### Exercise instructions
Could you print each entry below verbatim while omitting the pictures?

(Dataset begins)

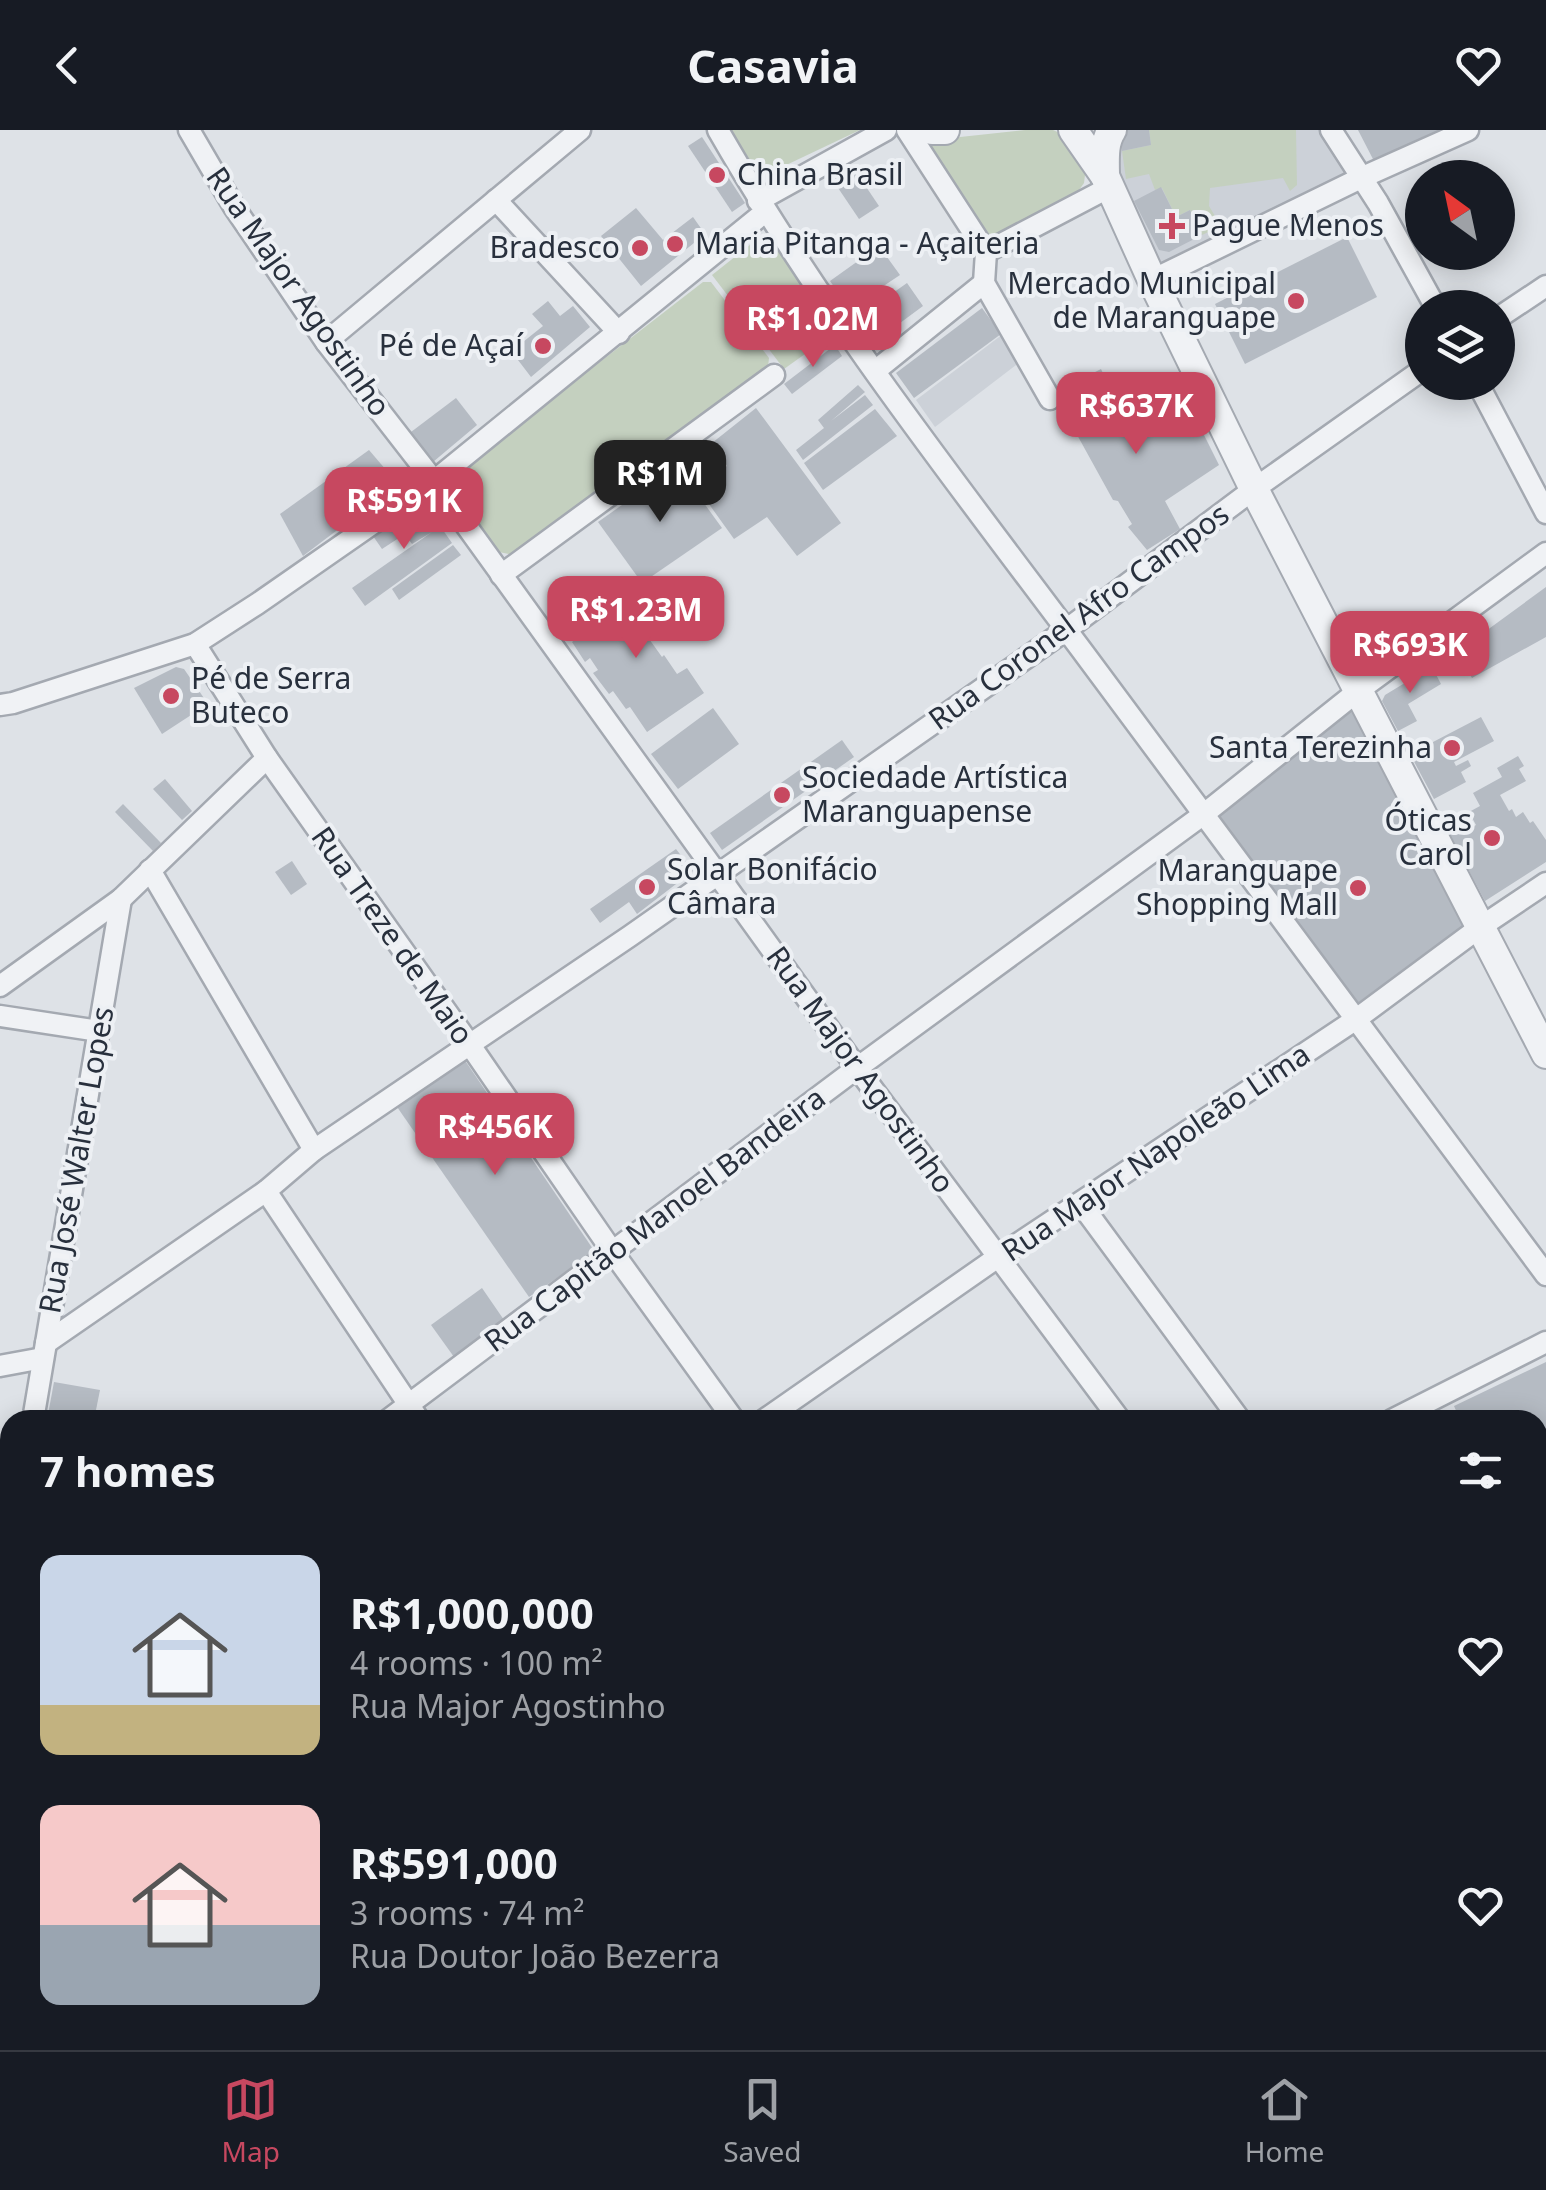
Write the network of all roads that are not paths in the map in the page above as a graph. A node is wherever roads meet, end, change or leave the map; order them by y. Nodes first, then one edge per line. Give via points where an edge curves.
1 (190, 130) edge
2 (580, 130) edge
3 (718, 130) edge
4 (886, 130) edge
5 (907, 130) edge
6 (1073, 130) edge
7 (1112, 130) edge
8 (1331, 130) edge
9 (1468, 130) edge
10 (1362, 177) junction
11 (1108, 182) junction
12 (496, 200) junction
13 (762, 206) junction
14 (986, 252) junction
15 (1152, 280) junction
16 (984, 283) junction
17 (1546, 286) edge
18 (1426, 290) edge
19 (1515, 307) edge
20 (618, 333) junction
21 (326, 342) junction
22 (875, 371) junction
23 (774, 375) dead end
24 (1405, 382) edge
25 (1050, 399) dead end
26 (1486, 400) edge
27 (434, 481) junction
28 (1254, 489) junction
29 (1546, 513) edge
30 (1546, 553) edge
31 (502, 575) junction
32 (1066, 630) junction
33 (194, 644) junction
34 (1358, 690) junction
35 (0, 705) edge
36 (267, 758) junction
37 (1204, 814) junction
38 (150, 870) junction
39 (716, 874) junction
40 (1546, 882) edge
41 (121, 900) junction
42 (1480, 928) junction
43 (0, 986) edge
44 (0, 1016) edge
45 (1354, 1020) junction
46 (100, 1031) junction
47 (470, 1045) junction
48 (1546, 1054) edge
49 (857, 1068) junction
50 (314, 1150) junction
51 (266, 1191) junction
52 (1081, 1204) junction
53 (612, 1252) junction
54 (998, 1257) junction
55 (1546, 1275) edge
56 (1546, 1342) edge
57 (45, 1350) junction
58 (0, 1366) edge
59 (35, 1410) edge
60 (413, 1410) edge
61 (416, 1410) edge
62 (727, 1410) edge
63 (778, 1410) edge
64 (1113, 1410) edge
65 (1233, 1410) edge
66 (1414, 1410) edge

1 - 21 street, Rua Major Agostinho
2 - 12 street
3 - 13 street
4 - 13 street
5 - 14 street
6 - 11 street
7 - 11 street via 1105,152
8 - 10 street
9 - 10 street
10 - 15 street
10 - 18 street
11 - 14 street
11 - 15 street
12 - 20 street
12 - 21 street
13 - 20 street
13 - 22 street
14 - 16 street
15 - 28 street
16 - 22 street
16 - 25 street
17 - 19 street
20 - 27 street
21 - 27 street, Rua Major Agostinho
22 - 32 street
23 - 31 street
24 - 28 street, Rua Coronel Afro Campos
26 - 29 street
27 - 31 street, Rua Major Agostinho
27 - 33 street
28 - 32 street, Rua Coronel Afro Campos
28 - 34 street
30 - 34 street, Rua Capitão Manoel Bandeira
31 - 39 street, Rua Major Agostinho
32 - 37 street
32 - 39 street, Rua Coronel Afro Campos
33 - 35 street
33 - 36 street, Rua Treze de Maio
34 - 37 street, Rua Capitão Manoel Bandeira
34 - 42 street
36 - 38 street
36 - 47 street, Rua Treze de Maio
37 - 45 street
37 - 49 street, Rua Capitão Manoel Bandeira
38 - 41 street
38 - 50 street
39 - 47 street, Rua Coronel Afro Campos
39 - 49 street, Rua Major Agostinho
40 - 42 street, Rua Major Napoleão Lima
41 - 43 street
41 - 46 street, Rua José Walter Lopes
42 - 45 street, Rua Major Napoleão Lima
42 - 48 street
44 - 46 street
45 - 52 street, Rua Major Napoleão Lima
45 - 55 street
46 - 57 street, Rua José Walter Lopes
47 - 50 street, Rua Coronel Afro Campos
47 - 53 street, Rua Treze de Maio
49 - 53 street, Rua Capitão Manoel Bandeira
49 - 54 street, Rua Major Agostinho
50 - 51 street, Rua Coronel Afro Campos
51 - 57 street, Rua Coronel Afro Campos
51 - 60 street
52 - 54 street, Rua Major Napoleão Lima
52 - 65 street
53 - 61 street, Rua Capitão Manoel Bandeira
53 - 62 street, Rua Treze de Maio
54 - 63 street, Rua Major Napoleão Lima
54 - 64 street, Rua Major Agostinho
56 - 66 street
57 - 58 street
57 - 59 street, Rua José Walter Lopes

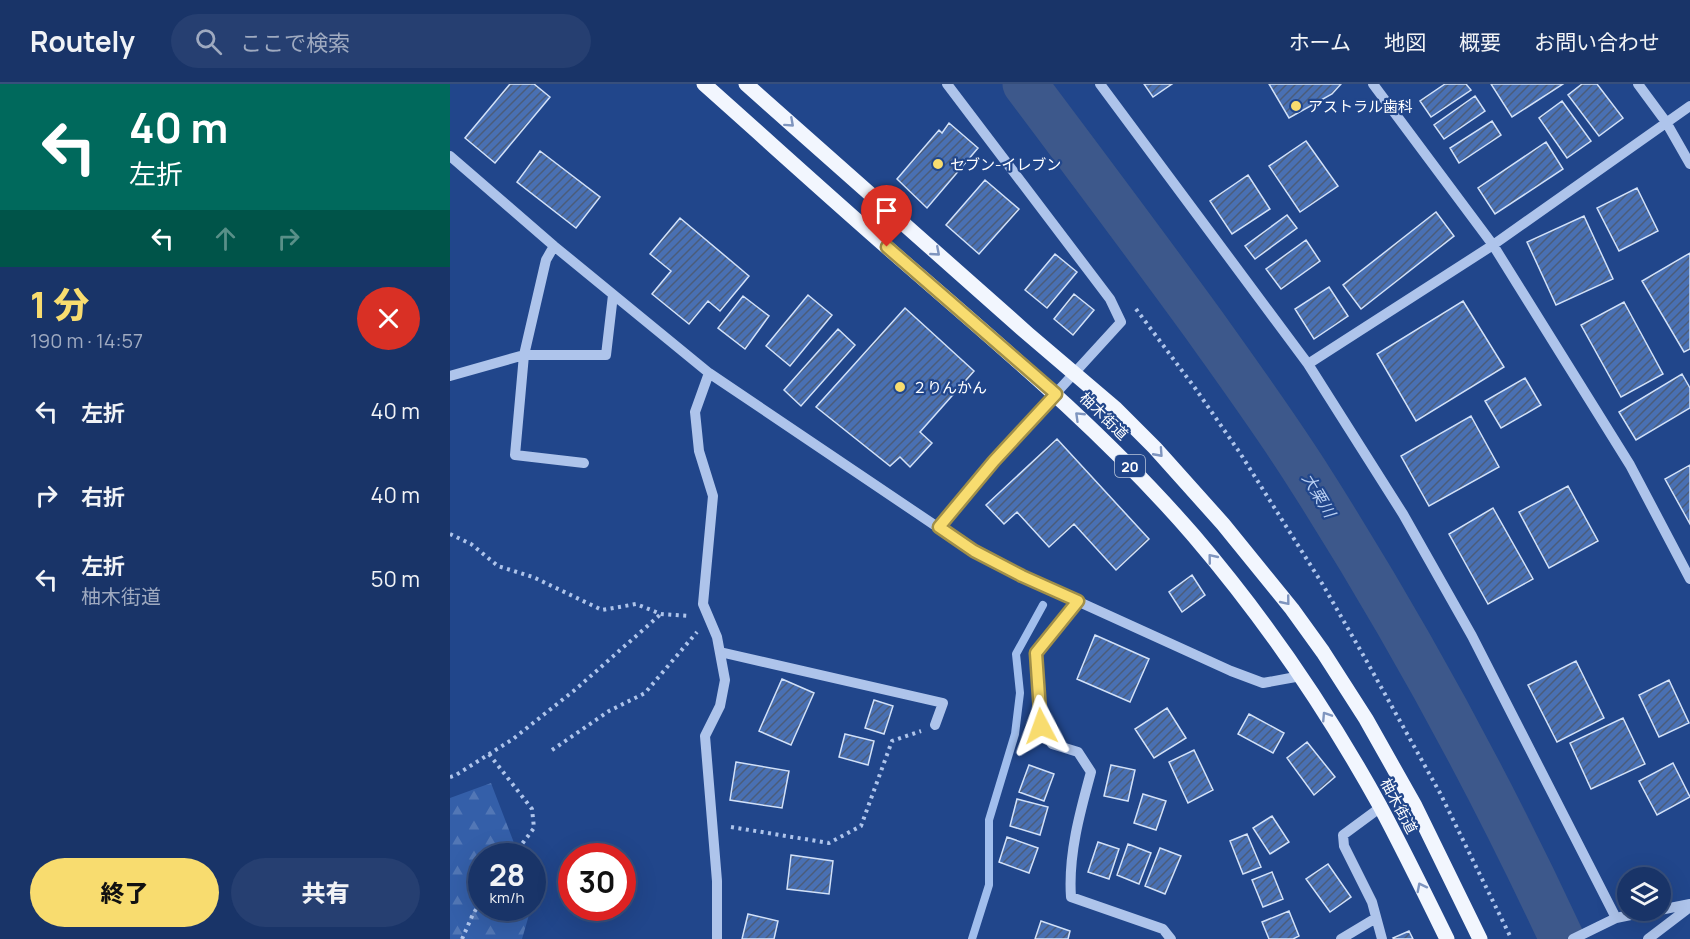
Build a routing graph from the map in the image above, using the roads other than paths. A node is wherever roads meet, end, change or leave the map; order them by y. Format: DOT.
graph roads {
  1 [pos="705,84"];
  2 [pos="746,84"];
  3 [pos="947,84"];
  4 [pos="1100,84"];
  5 [pos="1372,84"];
  6 [pos="1638,84"];
  7 [pos="1690,106"];
  8 [pos="1666,122"];
  9 [pos="450,156"];
  10 [pos="1690,164"];
  11 [pos="1493,245"];
  12 [pos="554,246"];
  13 [pos="613,295"];
  14 [pos="524,355"];
  15 [pos="1308,364"];
  16 [pos="709,373"];
  17 [pos="1075,373"];
  18 [pos="450,376"];
  19 [pos="1056,394"];
  20 [pos="584,463"];
  21 [pos="939,527"];
  22 [pos="1690,579"];
  23 [pos="1078,601"];
  24 [pos="720,652"];
  25 [pos="1301,676"];
  26 [pos="935,725"];
  27 [pos="1381,807"];
  28 [pos="1690,906"];
  29 [pos="1671,909"];
  30 [pos="1376,918"];
  31 [pos="1616,918"];
  32 [pos="717,939"];
  33 [pos="1171,939"];
  34 [pos="1341,939"];
  35 [pos="1382,939"];
  36 [pos="1447,939"];
  37 [pos="1480,939"];
  38 [pos="1573,939"];
  39 [pos="1648,939"];
  1 -- 19 [label="main road, 柚木街道 / 20"];
  2 -- 17 [label="main road, 柚木街道 / 20, one-way"];
  3 -- 17 [label="street"];
  4 -- 15 [label="street"];
  5 -- 11 [label="street"];
  6 -- 8 [label="street"];
  7 -- 8 [label="street"];
  8 -- 10 [label="street"];
  8 -- 11 [label="street"];
  9 -- 12 [label="street"];
  11 -- 15 [label="street"];
  11 -- 22 [label="street"];
  12 -- 13 [label="street"];
  12 -- 14 [label="street"];
  13 -- 14 [label="street"];
  13 -- 16 [label="street"];
  14 -- 18 [label="street"];
  14 -- 20 [label="street"];
  15 -- 31 [label="street"];
  16 -- 21 [label="street"];
  16 -- 24 [label="street"];
  17 -- 19 [label="street"];
  17 -- 37 [label="main road, 柚木街道 / 20, one-way"];
  19 -- 21 [label="street"];
  25 -- 19 [label="main road, 柚木街道 / 20, one-way"];
  21 -- 23 [label="street"];
  23 -- 25 [label="street"];
  23 -- 33 [label="street"];
  24 -- 26 [label="street"];
  24 -- 32 [label="street"];
  27 -- 25 [label="main road, 柚木街道 / 20, one-way"];
  27 -- 30 [label="street"];
  36 -- 27 [label="main road, 柚木街道 / 20, one-way"];
  28 -- 29 [label="street"];
  28 -- 39 [label="street"];
  30 -- 34 [label="street"];
  30 -- 35 [label="street"];
  31 -- 38 [label="street"];
}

(Dataset ends)

### Output of the task
Write the network of all roads that are not paths in the map in the page above as a graph. A node is wherever roads meet, end, change or leave the map; order them by y. Nodes first, then one edge per line. Give via points where an edge curves.
1 (190, 130) edge
2 (580, 130) edge
3 (718, 130) edge
4 (886, 130) edge
5 (907, 130) edge
6 (1073, 130) edge
7 (1112, 130) edge
8 (1331, 130) edge
9 (1468, 130) edge
10 (1362, 177) junction
11 (1108, 182) junction
12 (496, 200) junction
13 (762, 206) junction
14 (986, 252) junction
15 (1152, 280) junction
16 (984, 283) junction
17 (1546, 286) edge
18 (1426, 290) edge
19 (1515, 307) edge
20 (618, 333) junction
21 (326, 342) junction
22 (875, 371) junction
23 (774, 375) dead end
24 (1405, 382) edge
25 (1050, 399) dead end
26 (1486, 400) edge
27 (434, 481) junction
28 (1254, 489) junction
29 (1546, 513) edge
30 (1546, 553) edge
31 (502, 575) junction
32 (1066, 630) junction
33 (194, 644) junction
34 (1358, 690) junction
35 (0, 705) edge
36 (267, 758) junction
37 (1204, 814) junction
38 (150, 870) junction
39 (716, 874) junction
40 (1546, 882) edge
41 (121, 900) junction
42 (1480, 928) junction
43 (0, 986) edge
44 (0, 1016) edge
45 (1354, 1020) junction
46 (100, 1031) junction
47 (470, 1045) junction
48 (1546, 1054) edge
49 (857, 1068) junction
50 (314, 1150) junction
51 (266, 1191) junction
52 (1081, 1204) junction
53 (612, 1252) junction
54 (998, 1257) junction
55 (1546, 1275) edge
56 (1546, 1342) edge
57 (45, 1350) junction
58 (0, 1366) edge
59 (35, 1410) edge
60 (413, 1410) edge
61 (416, 1410) edge
62 (727, 1410) edge
63 (778, 1410) edge
64 (1113, 1410) edge
65 (1233, 1410) edge
66 (1414, 1410) edge

1 - 21 street, Rua Major Agostinho
2 - 12 street
3 - 13 street
4 - 13 street
5 - 14 street
6 - 11 street
7 - 11 street via 1105,152
8 - 10 street
9 - 10 street
10 - 15 street
10 - 18 street
11 - 14 street
11 - 15 street
12 - 20 street
12 - 21 street
13 - 20 street
13 - 22 street
14 - 16 street
15 - 28 street
16 - 22 street
16 - 25 street
17 - 19 street
20 - 27 street
21 - 27 street, Rua Major Agostinho
22 - 32 street
23 - 31 street
24 - 28 street, Rua Coronel Afro Campos
26 - 29 street
27 - 31 street, Rua Major Agostinho
27 - 33 street
28 - 32 street, Rua Coronel Afro Campos
28 - 34 street
30 - 34 street, Rua Capitão Manoel Bandeira
31 - 39 street, Rua Major Agostinho
32 - 37 street
32 - 39 street, Rua Coronel Afro Campos
33 - 35 street
33 - 36 street, Rua Treze de Maio
34 - 37 street, Rua Capitão Manoel Bandeira
34 - 42 street
36 - 38 street
36 - 47 street, Rua Treze de Maio
37 - 45 street
37 - 49 street, Rua Capitão Manoel Bandeira
38 - 41 street
38 - 50 street
39 - 47 street, Rua Coronel Afro Campos
39 - 49 street, Rua Major Agostinho
40 - 42 street, Rua Major Napoleão Lima
41 - 43 street
41 - 46 street, Rua José Walter Lopes
42 - 45 street, Rua Major Napoleão Lima
42 - 48 street
44 - 46 street
45 - 52 street, Rua Major Napoleão Lima
45 - 55 street
46 - 57 street, Rua José Walter Lopes
47 - 50 street, Rua Coronel Afro Campos
47 - 53 street, Rua Treze de Maio
49 - 53 street, Rua Capitão Manoel Bandeira
49 - 54 street, Rua Major Agostinho
50 - 51 street, Rua Coronel Afro Campos
51 - 57 street, Rua Coronel Afro Campos
51 - 60 street
52 - 54 street, Rua Major Napoleão Lima
52 - 65 street
53 - 61 street, Rua Capitão Manoel Bandeira
53 - 62 street, Rua Treze de Maio
54 - 63 street, Rua Major Napoleão Lima
54 - 64 street, Rua Major Agostinho
56 - 66 street
57 - 58 street
57 - 59 street, Rua José Walter Lopes

Build a routing graph from the map in the image above, using the roads other than paths. A node is wherever roads meet, end, change or leave the map; order them by y. Format: DOT.
graph roads {
  1 [pos="705,84"];
  2 [pos="746,84"];
  3 [pos="947,84"];
  4 [pos="1100,84"];
  5 [pos="1372,84"];
  6 [pos="1638,84"];
  7 [pos="1690,106"];
  8 [pos="1666,122"];
  9 [pos="450,156"];
  10 [pos="1690,164"];
  11 [pos="1493,245"];
  12 [pos="554,246"];
  13 [pos="613,295"];
  14 [pos="524,355"];
  15 [pos="1308,364"];
  16 [pos="709,373"];
  17 [pos="1075,373"];
  18 [pos="450,376"];
  19 [pos="1056,394"];
  20 [pos="584,463"];
  21 [pos="939,527"];
  22 [pos="1690,579"];
  23 [pos="1078,601"];
  24 [pos="720,652"];
  25 [pos="1301,676"];
  26 [pos="935,725"];
  27 [pos="1381,807"];
  28 [pos="1690,906"];
  29 [pos="1671,909"];
  30 [pos="1376,918"];
  31 [pos="1616,918"];
  32 [pos="717,939"];
  33 [pos="1171,939"];
  34 [pos="1341,939"];
  35 [pos="1382,939"];
  36 [pos="1447,939"];
  37 [pos="1480,939"];
  38 [pos="1573,939"];
  39 [pos="1648,939"];
  1 -- 19 [label="main road, 柚木街道 / 20"];
  2 -- 17 [label="main road, 柚木街道 / 20, one-way"];
  3 -- 17 [label="street"];
  4 -- 15 [label="street"];
  5 -- 11 [label="street"];
  6 -- 8 [label="street"];
  7 -- 8 [label="street"];
  8 -- 10 [label="street"];
  8 -- 11 [label="street"];
  9 -- 12 [label="street"];
  11 -- 15 [label="street"];
  11 -- 22 [label="street"];
  12 -- 13 [label="street"];
  12 -- 14 [label="street"];
  13 -- 14 [label="street"];
  13 -- 16 [label="street"];
  14 -- 18 [label="street"];
  14 -- 20 [label="street"];
  15 -- 31 [label="street"];
  16 -- 21 [label="street"];
  16 -- 24 [label="street"];
  17 -- 19 [label="street"];
  17 -- 37 [label="main road, 柚木街道 / 20, one-way"];
  19 -- 21 [label="street"];
  25 -- 19 [label="main road, 柚木街道 / 20, one-way"];
  21 -- 23 [label="street"];
  23 -- 25 [label="street"];
  23 -- 33 [label="street"];
  24 -- 26 [label="street"];
  24 -- 32 [label="street"];
  27 -- 25 [label="main road, 柚木街道 / 20, one-way"];
  27 -- 30 [label="street"];
  36 -- 27 [label="main road, 柚木街道 / 20, one-way"];
  28 -- 29 [label="street"];
  28 -- 39 [label="street"];
  30 -- 34 [label="street"];
  30 -- 35 [label="street"];
  31 -- 38 [label="street"];
}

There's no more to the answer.